• _What you need to do_: Only the text carries over: repeat the records exactly and drop the images.

= Beginning of Section =

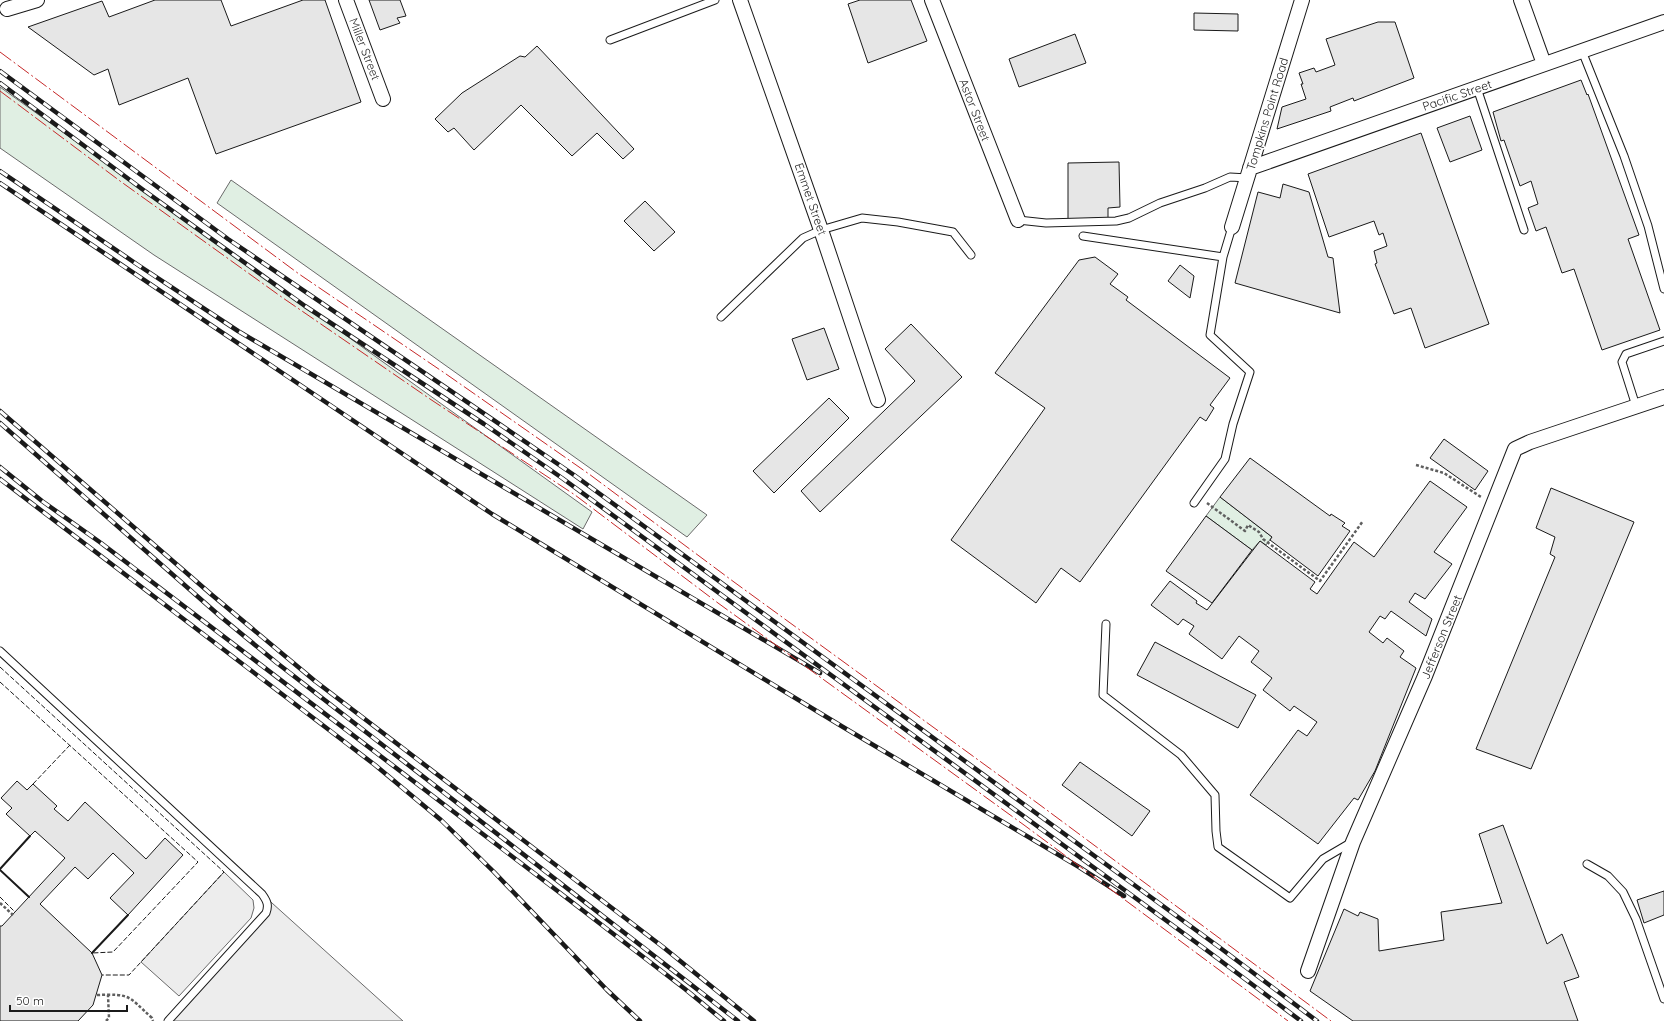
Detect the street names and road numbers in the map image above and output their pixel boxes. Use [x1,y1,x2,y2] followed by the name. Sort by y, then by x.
[346,16,384,82] street label: Miller Street
[1243,56,1291,172] street label: Tompkins Point Road
[1420,76,1494,114] street label: Pacific Street
[956,77,994,143] street label: Astor Street
[792,161,830,237] street label: Emmet Street
[1417,593,1465,681] street label: Jefferson Street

= End of Section =

• _Solved problem_:
Detect the street names and road numbers in the map image above and output their pixel boxes. Use [x1,y1,x2,y2] followed by the name. Sort by y, then by x.
[346,16,384,82] street label: Miller Street
[1243,56,1291,172] street label: Tompkins Point Road
[1420,76,1494,114] street label: Pacific Street
[956,77,994,143] street label: Astor Street
[792,161,830,237] street label: Emmet Street
[1417,593,1465,681] street label: Jefferson Street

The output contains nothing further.